Für Materialien oft umfangreiche Recherchearbeit notwendig

Was aber tut man, wenn etwa eine Leistung pauschal abgerechnet wurde und der Empfänger nicht zahlen will, weil er sich benachteiligt fühlt? Im Prinzip geht man gleich vor, man macht zuerst einmal Aufmaße. Aber zum Unterschied vom vorigen Fall ist hier keine detaillierte Rechnung vorhanden, die Einzel- und Positionspreise ausweist und noch dazu liegt der Fall schon drei Jahre zurück. Also wird man sich zunächst für die festgestellten Produkte alte Preislisten beschaffen, bei Herstellern oder Großhändlern oder aus dem eigenen Archiv.

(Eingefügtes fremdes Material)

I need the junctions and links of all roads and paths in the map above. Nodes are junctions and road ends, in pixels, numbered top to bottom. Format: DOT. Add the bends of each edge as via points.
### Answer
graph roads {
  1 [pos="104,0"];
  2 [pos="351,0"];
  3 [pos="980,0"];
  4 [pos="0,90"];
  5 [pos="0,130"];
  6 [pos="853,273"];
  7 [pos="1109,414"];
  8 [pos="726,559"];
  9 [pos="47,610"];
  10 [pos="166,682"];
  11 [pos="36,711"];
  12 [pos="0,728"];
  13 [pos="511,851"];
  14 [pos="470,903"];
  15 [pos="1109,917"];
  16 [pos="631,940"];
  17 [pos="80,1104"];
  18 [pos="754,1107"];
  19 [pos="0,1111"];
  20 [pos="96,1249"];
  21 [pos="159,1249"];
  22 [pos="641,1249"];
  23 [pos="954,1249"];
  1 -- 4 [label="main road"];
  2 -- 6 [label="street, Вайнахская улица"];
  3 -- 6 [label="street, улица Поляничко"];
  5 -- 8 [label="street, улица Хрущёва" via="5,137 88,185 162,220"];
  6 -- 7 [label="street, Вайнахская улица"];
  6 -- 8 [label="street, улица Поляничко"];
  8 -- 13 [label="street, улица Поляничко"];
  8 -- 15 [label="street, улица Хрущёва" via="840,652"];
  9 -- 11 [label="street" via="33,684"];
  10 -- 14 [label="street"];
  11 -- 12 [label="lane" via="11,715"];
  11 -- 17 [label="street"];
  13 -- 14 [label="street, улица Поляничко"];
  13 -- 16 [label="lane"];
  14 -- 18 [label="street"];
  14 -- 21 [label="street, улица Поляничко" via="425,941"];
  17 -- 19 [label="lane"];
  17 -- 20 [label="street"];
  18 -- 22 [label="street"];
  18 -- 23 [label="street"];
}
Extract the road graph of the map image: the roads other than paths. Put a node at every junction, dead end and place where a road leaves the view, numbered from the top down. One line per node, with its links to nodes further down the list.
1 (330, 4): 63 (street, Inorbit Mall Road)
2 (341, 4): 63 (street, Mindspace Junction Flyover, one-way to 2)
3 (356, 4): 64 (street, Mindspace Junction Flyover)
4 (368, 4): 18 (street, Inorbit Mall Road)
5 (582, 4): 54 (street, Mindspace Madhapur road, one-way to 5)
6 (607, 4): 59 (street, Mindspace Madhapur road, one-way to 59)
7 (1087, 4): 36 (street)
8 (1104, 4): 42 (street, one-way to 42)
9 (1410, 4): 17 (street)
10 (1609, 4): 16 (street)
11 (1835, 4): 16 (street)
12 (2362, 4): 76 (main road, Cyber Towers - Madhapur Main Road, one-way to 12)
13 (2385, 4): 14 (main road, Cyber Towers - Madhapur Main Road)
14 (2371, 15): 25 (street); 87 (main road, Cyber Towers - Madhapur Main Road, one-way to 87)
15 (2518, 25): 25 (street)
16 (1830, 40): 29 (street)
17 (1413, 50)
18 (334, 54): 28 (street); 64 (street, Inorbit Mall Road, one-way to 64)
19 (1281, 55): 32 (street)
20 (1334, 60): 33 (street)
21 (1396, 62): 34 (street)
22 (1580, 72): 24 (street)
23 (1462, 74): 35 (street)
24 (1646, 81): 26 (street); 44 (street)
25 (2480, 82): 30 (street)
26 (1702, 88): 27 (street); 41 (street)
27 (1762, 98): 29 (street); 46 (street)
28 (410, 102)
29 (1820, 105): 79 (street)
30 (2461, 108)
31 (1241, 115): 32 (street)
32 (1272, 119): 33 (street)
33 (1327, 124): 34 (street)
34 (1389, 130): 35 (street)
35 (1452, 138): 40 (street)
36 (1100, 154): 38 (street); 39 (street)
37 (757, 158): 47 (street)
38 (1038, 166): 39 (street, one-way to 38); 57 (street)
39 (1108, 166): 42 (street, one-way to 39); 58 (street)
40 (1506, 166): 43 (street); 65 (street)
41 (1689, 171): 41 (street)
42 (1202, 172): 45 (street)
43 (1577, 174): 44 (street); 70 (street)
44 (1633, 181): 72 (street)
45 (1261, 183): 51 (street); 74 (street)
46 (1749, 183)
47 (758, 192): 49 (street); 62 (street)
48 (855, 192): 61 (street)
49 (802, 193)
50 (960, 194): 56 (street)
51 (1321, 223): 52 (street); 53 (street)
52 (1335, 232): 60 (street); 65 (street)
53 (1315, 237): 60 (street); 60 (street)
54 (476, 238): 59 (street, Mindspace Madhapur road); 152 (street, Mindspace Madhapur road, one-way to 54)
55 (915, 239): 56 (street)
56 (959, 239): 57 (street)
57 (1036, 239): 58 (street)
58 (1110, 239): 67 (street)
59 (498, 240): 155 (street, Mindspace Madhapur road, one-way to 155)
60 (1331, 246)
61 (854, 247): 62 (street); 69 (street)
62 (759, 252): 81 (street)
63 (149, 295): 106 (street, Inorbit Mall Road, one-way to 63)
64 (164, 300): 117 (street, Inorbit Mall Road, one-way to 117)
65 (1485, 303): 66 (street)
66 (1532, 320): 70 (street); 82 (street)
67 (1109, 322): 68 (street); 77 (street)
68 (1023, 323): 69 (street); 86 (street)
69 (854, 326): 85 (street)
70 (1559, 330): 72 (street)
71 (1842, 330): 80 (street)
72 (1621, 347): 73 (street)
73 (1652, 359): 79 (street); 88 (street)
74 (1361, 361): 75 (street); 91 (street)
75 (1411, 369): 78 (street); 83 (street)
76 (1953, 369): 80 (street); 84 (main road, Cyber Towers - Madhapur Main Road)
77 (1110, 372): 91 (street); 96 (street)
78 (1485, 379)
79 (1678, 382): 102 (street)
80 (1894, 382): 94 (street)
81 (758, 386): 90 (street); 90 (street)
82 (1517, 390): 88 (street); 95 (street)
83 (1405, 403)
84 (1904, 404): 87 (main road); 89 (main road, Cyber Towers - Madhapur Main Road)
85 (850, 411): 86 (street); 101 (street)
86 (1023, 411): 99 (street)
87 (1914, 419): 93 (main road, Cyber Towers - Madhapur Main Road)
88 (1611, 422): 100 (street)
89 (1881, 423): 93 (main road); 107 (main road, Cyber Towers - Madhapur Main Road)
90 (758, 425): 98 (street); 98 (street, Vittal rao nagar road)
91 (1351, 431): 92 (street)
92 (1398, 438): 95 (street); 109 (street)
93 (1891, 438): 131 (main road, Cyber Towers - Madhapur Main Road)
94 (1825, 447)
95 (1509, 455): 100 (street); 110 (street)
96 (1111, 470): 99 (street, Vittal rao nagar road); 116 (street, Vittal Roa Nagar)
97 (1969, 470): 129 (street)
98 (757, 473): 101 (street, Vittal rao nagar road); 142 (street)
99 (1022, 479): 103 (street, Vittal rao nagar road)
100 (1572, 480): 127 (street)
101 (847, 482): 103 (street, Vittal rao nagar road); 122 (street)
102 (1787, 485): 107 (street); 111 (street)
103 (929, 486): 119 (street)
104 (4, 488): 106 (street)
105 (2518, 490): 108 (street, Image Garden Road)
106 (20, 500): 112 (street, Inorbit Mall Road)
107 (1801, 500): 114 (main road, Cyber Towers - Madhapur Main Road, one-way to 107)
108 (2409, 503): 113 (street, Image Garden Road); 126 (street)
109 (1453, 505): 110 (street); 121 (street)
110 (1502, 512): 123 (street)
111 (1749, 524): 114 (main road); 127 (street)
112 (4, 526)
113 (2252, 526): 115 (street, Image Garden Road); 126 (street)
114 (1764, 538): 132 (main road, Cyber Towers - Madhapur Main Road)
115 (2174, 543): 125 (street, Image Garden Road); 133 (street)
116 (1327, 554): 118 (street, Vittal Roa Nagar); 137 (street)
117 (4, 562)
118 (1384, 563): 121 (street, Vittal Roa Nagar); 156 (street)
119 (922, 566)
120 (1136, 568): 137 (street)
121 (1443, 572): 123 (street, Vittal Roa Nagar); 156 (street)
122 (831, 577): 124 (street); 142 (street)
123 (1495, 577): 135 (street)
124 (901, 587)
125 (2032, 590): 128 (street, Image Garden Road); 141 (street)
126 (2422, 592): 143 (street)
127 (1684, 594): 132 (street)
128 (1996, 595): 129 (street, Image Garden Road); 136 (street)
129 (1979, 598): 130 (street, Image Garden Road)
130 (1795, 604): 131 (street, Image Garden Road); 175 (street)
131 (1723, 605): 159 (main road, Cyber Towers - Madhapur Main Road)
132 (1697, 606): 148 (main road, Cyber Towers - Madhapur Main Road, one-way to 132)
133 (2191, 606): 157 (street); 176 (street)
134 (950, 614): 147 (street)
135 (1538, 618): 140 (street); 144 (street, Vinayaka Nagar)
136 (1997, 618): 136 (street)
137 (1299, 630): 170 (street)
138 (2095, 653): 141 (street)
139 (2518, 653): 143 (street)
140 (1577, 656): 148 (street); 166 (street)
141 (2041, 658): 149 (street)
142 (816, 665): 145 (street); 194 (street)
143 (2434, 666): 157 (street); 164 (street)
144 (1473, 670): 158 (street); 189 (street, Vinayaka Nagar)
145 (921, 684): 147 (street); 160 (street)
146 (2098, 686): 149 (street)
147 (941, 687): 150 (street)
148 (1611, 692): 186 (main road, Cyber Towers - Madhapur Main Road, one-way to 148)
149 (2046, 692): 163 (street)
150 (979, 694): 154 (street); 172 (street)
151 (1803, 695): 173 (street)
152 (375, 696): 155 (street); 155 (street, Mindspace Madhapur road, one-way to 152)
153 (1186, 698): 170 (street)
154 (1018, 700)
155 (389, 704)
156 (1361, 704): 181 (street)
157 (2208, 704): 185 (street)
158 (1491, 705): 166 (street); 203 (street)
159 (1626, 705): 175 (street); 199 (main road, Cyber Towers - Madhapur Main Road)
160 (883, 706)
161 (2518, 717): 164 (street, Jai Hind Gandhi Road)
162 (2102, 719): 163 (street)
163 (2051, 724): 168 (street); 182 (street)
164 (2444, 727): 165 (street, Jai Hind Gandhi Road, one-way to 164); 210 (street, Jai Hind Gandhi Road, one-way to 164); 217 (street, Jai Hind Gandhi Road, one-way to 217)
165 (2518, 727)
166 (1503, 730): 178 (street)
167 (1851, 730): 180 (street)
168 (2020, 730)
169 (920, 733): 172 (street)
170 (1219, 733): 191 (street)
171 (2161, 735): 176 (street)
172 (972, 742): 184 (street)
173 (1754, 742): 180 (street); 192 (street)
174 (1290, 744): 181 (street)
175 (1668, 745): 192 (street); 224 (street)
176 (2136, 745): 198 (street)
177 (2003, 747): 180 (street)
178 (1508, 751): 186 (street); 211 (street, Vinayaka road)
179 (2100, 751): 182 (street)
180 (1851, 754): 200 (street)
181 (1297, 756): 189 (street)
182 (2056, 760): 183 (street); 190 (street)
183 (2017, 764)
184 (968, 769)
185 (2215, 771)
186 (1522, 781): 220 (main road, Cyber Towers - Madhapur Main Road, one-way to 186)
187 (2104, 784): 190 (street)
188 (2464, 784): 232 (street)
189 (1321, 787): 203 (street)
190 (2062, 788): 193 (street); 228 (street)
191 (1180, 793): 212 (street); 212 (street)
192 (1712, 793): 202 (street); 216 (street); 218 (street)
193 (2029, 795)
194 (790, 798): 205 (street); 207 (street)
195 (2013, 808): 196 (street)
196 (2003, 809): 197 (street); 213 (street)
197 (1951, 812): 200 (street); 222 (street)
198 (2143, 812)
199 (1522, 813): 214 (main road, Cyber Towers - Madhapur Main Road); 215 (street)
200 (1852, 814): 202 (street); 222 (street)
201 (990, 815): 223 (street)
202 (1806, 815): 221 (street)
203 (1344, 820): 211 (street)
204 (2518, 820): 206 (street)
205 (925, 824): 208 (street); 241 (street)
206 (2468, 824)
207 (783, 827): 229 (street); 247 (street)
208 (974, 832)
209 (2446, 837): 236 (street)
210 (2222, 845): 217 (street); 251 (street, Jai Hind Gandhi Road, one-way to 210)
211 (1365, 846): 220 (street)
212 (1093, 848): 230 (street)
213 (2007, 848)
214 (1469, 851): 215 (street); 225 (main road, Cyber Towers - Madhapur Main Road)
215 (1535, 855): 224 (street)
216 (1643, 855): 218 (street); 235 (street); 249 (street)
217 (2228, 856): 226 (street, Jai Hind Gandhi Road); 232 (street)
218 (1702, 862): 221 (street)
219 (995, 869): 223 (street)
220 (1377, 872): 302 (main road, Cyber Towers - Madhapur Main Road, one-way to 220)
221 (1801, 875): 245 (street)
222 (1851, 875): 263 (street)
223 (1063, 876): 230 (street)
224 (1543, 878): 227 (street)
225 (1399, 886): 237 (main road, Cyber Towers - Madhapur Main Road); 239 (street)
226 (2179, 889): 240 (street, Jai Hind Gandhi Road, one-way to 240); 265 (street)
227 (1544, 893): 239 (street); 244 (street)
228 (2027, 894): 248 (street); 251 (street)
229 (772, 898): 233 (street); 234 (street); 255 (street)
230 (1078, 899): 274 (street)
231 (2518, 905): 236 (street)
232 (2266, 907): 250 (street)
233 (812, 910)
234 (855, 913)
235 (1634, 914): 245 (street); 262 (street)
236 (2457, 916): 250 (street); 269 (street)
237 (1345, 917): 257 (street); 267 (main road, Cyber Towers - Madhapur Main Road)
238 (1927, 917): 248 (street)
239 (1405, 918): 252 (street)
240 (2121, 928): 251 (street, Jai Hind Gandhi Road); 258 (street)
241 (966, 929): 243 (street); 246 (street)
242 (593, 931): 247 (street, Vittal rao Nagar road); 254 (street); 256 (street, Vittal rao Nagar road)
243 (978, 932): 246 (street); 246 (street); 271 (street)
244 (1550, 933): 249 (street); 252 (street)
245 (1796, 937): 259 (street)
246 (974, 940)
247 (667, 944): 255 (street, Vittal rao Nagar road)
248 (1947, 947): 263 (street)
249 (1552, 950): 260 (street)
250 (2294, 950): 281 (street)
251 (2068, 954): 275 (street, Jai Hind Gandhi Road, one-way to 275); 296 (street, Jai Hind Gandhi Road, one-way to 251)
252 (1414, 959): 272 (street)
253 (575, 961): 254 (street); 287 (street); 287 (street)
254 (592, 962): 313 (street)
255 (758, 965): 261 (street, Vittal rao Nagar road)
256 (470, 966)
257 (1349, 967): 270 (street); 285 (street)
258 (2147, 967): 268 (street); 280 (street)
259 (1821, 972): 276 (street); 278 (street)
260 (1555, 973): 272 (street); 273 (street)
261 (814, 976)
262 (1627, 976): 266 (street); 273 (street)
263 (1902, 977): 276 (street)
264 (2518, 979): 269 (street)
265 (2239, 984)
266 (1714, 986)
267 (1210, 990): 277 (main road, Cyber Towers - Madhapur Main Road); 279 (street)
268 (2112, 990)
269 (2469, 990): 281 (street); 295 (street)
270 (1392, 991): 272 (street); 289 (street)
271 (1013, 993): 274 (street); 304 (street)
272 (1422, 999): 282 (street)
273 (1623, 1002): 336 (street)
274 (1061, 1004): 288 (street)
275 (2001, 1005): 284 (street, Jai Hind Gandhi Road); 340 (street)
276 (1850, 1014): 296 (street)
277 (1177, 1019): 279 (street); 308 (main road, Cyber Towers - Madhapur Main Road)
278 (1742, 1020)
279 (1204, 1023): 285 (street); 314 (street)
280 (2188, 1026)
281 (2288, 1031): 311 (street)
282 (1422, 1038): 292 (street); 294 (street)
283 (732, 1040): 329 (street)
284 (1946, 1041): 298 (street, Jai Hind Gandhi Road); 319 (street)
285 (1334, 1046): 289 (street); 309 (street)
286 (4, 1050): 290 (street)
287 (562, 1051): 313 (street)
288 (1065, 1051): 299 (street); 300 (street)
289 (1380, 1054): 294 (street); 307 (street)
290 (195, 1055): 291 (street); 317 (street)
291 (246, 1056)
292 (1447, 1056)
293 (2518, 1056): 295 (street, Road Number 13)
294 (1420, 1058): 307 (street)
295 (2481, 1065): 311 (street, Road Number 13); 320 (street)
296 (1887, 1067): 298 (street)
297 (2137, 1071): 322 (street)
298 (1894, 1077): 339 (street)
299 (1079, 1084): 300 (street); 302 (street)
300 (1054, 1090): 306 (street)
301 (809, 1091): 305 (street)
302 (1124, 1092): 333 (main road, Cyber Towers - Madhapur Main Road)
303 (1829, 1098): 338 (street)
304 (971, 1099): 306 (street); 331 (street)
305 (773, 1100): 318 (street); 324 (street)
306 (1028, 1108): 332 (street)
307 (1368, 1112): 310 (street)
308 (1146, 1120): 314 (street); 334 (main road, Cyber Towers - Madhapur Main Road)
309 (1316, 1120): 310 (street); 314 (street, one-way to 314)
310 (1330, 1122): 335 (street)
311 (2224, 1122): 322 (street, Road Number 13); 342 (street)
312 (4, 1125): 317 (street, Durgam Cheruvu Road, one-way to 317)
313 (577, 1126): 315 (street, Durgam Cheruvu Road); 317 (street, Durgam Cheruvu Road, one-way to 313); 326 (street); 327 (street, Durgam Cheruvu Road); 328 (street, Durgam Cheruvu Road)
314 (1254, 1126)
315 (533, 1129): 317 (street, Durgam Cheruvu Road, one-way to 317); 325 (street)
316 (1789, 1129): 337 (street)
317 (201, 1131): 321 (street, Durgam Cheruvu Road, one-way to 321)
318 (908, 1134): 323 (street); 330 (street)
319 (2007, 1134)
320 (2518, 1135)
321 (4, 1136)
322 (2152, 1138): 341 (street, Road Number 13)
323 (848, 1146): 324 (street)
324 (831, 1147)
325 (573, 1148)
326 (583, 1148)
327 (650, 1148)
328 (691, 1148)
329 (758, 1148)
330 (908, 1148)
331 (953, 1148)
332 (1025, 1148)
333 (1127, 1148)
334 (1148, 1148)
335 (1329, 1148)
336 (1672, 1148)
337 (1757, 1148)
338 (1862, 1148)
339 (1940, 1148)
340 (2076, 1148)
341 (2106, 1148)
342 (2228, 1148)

Draus erhält man Angaben über Listen- oder Bruttopreise, die für die Schätzung durch den Sachverständigen eine obere Preisgrenze darstellen können.

Aus Umfragen Stundentarife ermitteln

Dann bleiben noch die Preise für die Arbeitsleistungen, die sich aus der Anzahl der aufgewendeten Stunden und den Stundentarifen für Monteure, Helfer, Lehrlinge oder Montagepartien ergeben. Wie kommt man für diese Leistungen zu brauchbaren Werten? Wenn man nicht schon auf ähnlich gelagerte Fälle oder auf Erfahrungen aus täglicher Praxis  zurückgreifen kann, bleibt nur mehr ein Weg: Anfragen bei Installationsunternehmen aus derselben Region, in der der in den Gerichtsfall verwickelte Installateur beheimatet ist. Zugegeben nicht einfach, aber war in meiner Arbeit bislang immer zielführend.